Llevo ya diez años enseñando a estudiantes de culturas, idiomas y religiones muy diferentes acerca de dicha virtud y, a lo largo de mi experiencia, veo cómo levanta pasiones dondequiera que vaya. He visto cómo la gente cambia por completo cuando considera verdaderamente esta virtud, y he visto también a algunas personas saliendo aterrorizadas de la sala de conferencias ante la sola idea de su significado. La magnanimidad no deja a nadie indiferente.
UNA AFIRMACIÓN DE LA DIGNIDAD Y LA GRANDEZA PROPIAS
Aristóteles fue el primero en elaborar un concepto de magnanimidad (megalopsychia). Para él, la persona magnánima practica la virtud y, como resultado, se considera a sí misma merecedora de «cosas grandes» (refiriéndose a «honores»). Pero, aunque el magnánimo bien pueda merecer estos honores, no los busca. Puede vivir sin ellos porque posee algo aún mejor: la virtud, que es el mayor de los tesoros. Sabe que el universo entero y todo lo que éste contiene tienen un valor inferior al de su virtud. Es consciente de que tiene mucho más valor y de que se merece más pero, comparado con la grandeza de la virtud que posee, todo ello carece de significado.
Artistóteles consideraba a Sócrates el modelo de persona magnánima, aunque nunca lo expresó de ma­nera explícita. La magnanimidad aristotélica es aquella que poseen los filósofos que desprecian el mundo con el fin de ensalzar al hombre. Es la serenidad ante las vicisitudes de la vida, desde la indiferencia hasta la deshonra (a menos que se merezca) y el desprecio por las opiniones de la multitud. No es una cuestión de emprender cosas, sino de afrontarlas con ánimo. Más que desarrollar nuestras habilidades, lo importante es conquistarse a uno mismo y dominar la autonomía y libertad propias. La persona magnánima afirma su dignidad humana y domina a un mundo traidor, al que desprecia.

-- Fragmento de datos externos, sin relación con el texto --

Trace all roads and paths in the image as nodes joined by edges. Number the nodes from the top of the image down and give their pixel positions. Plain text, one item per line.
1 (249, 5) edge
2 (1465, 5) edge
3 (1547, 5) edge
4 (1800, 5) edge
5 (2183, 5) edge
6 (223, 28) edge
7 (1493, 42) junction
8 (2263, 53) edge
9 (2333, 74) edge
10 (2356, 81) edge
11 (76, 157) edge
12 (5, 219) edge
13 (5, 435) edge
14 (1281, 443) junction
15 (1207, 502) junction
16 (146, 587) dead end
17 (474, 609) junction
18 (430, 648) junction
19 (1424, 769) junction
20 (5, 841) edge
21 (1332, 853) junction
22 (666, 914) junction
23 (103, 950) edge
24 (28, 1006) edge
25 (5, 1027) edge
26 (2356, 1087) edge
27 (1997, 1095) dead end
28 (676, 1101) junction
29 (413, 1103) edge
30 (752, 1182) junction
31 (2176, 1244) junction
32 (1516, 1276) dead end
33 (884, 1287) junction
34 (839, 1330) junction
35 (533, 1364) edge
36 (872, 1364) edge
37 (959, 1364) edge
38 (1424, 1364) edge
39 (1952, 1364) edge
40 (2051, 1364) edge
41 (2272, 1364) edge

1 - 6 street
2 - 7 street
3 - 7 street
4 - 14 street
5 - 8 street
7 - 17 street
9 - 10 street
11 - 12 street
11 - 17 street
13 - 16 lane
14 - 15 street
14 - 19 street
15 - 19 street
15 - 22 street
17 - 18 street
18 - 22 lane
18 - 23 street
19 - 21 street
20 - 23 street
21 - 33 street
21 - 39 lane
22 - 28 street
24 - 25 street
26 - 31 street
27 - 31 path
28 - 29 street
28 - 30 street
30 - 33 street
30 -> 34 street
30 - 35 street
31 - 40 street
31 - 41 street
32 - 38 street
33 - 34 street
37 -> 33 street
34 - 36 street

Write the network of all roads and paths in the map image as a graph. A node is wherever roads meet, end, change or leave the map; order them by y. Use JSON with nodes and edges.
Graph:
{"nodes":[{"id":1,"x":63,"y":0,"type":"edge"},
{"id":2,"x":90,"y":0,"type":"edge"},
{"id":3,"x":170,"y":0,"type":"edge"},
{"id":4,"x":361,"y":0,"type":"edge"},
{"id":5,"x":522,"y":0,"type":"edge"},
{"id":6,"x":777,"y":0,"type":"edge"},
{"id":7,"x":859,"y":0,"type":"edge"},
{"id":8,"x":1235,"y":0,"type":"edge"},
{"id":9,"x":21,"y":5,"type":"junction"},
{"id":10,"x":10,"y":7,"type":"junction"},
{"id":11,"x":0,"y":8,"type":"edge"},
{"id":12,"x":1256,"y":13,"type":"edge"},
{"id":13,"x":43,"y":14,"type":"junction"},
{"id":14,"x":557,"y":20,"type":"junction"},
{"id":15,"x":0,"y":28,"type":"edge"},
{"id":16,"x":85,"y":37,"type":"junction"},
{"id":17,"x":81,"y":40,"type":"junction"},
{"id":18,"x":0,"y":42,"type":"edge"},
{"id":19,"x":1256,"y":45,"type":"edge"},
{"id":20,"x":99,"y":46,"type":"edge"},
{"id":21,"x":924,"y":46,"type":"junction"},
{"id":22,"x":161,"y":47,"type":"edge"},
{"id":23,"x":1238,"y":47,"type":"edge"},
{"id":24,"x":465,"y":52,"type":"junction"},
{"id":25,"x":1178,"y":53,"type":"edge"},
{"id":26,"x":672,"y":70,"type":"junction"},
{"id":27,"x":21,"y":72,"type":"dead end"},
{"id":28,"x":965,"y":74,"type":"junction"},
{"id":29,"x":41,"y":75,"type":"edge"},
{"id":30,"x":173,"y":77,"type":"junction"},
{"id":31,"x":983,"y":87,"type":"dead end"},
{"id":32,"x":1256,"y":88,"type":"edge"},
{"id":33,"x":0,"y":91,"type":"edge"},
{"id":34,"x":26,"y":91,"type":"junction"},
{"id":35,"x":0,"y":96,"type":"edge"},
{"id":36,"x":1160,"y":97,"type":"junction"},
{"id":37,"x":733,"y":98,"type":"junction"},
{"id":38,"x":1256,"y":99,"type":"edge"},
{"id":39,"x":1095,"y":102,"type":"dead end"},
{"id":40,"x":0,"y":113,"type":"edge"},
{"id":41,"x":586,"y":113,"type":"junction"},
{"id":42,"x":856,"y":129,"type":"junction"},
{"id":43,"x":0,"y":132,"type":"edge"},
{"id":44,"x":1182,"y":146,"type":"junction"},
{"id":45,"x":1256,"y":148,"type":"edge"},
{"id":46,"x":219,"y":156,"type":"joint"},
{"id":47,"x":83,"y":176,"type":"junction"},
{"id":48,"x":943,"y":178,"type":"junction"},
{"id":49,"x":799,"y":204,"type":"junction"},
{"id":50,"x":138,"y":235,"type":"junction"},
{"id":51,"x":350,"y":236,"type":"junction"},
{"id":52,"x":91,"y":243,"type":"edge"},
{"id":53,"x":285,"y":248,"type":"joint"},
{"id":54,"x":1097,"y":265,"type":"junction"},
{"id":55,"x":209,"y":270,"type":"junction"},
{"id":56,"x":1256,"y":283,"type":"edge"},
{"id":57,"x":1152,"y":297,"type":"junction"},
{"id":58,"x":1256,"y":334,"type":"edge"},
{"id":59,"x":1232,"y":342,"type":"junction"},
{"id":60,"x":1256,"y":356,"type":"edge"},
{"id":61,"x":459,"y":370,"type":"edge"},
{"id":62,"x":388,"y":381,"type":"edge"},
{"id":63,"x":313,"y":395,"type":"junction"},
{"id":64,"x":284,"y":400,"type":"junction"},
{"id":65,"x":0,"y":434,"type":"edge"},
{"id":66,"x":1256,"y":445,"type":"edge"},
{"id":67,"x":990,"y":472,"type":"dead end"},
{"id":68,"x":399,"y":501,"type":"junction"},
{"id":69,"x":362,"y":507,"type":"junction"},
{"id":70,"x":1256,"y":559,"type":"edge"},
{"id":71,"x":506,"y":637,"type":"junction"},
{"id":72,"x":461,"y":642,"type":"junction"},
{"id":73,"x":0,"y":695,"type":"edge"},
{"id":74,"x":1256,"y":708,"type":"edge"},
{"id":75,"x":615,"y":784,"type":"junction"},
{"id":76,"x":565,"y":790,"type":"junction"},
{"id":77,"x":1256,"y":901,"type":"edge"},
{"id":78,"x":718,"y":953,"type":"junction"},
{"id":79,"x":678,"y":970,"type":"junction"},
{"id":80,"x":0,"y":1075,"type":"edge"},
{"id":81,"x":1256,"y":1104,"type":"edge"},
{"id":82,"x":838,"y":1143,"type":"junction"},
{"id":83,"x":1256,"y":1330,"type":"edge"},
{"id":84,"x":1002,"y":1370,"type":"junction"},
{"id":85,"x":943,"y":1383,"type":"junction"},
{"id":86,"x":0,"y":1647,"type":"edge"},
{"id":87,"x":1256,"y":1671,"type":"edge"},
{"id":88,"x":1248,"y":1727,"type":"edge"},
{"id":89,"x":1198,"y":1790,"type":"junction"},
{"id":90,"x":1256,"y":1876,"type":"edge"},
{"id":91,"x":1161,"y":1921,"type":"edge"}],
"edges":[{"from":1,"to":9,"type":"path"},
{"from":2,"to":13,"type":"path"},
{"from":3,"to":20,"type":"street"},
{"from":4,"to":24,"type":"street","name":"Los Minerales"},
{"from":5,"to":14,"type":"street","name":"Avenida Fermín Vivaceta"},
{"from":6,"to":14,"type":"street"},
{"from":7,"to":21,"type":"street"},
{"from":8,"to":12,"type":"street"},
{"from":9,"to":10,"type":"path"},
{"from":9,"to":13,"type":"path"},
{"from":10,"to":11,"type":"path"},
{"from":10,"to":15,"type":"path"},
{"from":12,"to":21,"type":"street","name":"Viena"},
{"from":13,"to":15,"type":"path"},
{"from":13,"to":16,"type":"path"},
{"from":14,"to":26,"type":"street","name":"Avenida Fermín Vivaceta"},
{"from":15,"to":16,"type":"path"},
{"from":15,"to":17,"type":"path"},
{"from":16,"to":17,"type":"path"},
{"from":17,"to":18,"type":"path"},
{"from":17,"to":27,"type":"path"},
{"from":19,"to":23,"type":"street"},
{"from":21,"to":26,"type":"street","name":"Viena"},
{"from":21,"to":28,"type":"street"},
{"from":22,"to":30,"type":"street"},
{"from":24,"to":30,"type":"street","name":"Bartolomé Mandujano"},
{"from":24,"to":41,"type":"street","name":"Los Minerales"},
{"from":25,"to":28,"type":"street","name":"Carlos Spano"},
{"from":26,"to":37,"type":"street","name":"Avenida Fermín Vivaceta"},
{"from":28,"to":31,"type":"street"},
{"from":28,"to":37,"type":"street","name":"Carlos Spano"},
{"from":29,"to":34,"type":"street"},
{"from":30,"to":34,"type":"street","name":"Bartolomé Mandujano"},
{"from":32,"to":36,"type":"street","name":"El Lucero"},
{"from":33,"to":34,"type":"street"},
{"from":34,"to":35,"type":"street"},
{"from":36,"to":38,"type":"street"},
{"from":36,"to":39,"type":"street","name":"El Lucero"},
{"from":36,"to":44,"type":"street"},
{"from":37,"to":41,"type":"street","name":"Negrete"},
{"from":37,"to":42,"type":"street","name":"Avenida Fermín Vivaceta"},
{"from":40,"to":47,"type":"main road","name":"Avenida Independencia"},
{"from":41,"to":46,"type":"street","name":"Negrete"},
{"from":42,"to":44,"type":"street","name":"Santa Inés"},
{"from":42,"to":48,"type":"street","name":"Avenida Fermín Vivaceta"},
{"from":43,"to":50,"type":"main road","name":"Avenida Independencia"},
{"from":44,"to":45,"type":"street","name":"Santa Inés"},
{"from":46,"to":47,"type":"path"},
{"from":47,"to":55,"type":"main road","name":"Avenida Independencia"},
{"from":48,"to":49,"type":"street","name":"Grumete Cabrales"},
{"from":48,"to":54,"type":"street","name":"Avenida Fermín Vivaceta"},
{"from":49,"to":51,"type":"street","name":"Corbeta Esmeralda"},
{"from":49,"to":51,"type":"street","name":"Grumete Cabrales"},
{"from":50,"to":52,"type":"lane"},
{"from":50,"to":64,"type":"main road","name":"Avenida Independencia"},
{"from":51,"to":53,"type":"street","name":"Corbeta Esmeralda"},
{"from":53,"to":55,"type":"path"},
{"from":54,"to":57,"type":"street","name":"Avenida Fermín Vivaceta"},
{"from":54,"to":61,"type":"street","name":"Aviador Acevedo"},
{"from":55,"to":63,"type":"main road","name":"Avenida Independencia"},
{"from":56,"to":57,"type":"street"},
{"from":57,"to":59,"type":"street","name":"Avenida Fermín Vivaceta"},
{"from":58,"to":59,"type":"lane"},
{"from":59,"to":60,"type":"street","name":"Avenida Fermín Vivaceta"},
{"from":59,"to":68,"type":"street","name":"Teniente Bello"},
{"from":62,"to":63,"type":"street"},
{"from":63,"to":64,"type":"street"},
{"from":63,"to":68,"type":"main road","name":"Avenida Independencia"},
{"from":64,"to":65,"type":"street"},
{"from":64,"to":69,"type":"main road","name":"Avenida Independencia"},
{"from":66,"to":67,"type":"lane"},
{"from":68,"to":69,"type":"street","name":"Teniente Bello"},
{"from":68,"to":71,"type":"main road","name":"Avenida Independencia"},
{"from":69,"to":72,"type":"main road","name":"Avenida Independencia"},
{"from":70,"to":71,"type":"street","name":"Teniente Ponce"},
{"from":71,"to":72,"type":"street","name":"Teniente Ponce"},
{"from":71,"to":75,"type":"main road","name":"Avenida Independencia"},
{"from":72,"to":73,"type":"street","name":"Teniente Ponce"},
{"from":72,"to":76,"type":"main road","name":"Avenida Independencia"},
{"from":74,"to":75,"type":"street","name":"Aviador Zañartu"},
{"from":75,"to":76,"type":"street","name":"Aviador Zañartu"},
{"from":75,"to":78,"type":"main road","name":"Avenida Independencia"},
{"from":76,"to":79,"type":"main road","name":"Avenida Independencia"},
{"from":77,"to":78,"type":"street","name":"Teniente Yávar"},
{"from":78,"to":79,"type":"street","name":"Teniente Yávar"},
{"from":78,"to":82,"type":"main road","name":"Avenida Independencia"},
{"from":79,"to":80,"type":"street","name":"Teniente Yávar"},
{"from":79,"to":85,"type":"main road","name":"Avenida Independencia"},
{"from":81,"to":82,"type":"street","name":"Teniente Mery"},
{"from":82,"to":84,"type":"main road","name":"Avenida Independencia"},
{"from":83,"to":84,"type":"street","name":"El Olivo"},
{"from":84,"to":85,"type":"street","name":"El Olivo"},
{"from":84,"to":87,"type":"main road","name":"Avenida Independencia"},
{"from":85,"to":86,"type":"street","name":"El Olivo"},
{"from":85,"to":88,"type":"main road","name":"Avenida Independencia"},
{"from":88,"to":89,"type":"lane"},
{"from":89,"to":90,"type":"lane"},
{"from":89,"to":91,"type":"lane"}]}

La magnanimidad aristotélica es una visión exaltada del yo que constata la dignidad y la grandeza propias, una conciencia del valor de uno mismo que advertimos en todos los líderes. De hecho, es ahí donde empieza el liderazgo: sin esta conciencia de la propia dignidad y grandeza no existen ni magnanimidad ni liderazgo.
Tomemos como ejemplo el caso del General de Gaulle. Este general se negó a reconocer la capitulación de Francia a Alemania en 1940. Aunque entonces era un mero general de brigada completamente desconocido entre sus compatriotas, estaba decidido a vengar el honor de Francia llamando a su país a la resistencia, lo cual tuvo lugar en su famoso discurso a la nación francesa a través de las radiofrecuencias de la BBC el 18 de junio de 1940. Pero aquello aún tendría que esperar. La visión que él tenía al respecto venía precedida por una inquebrantable fe en su propia dignidad y en su grandeza. Esto aparece en su volumen «Memorias de Guerra», donde dice: «Pese a mis limitaciones y mi soledad, o precisamente por ello, era necesario llegar a lo más alto y no volver a bajar nunca».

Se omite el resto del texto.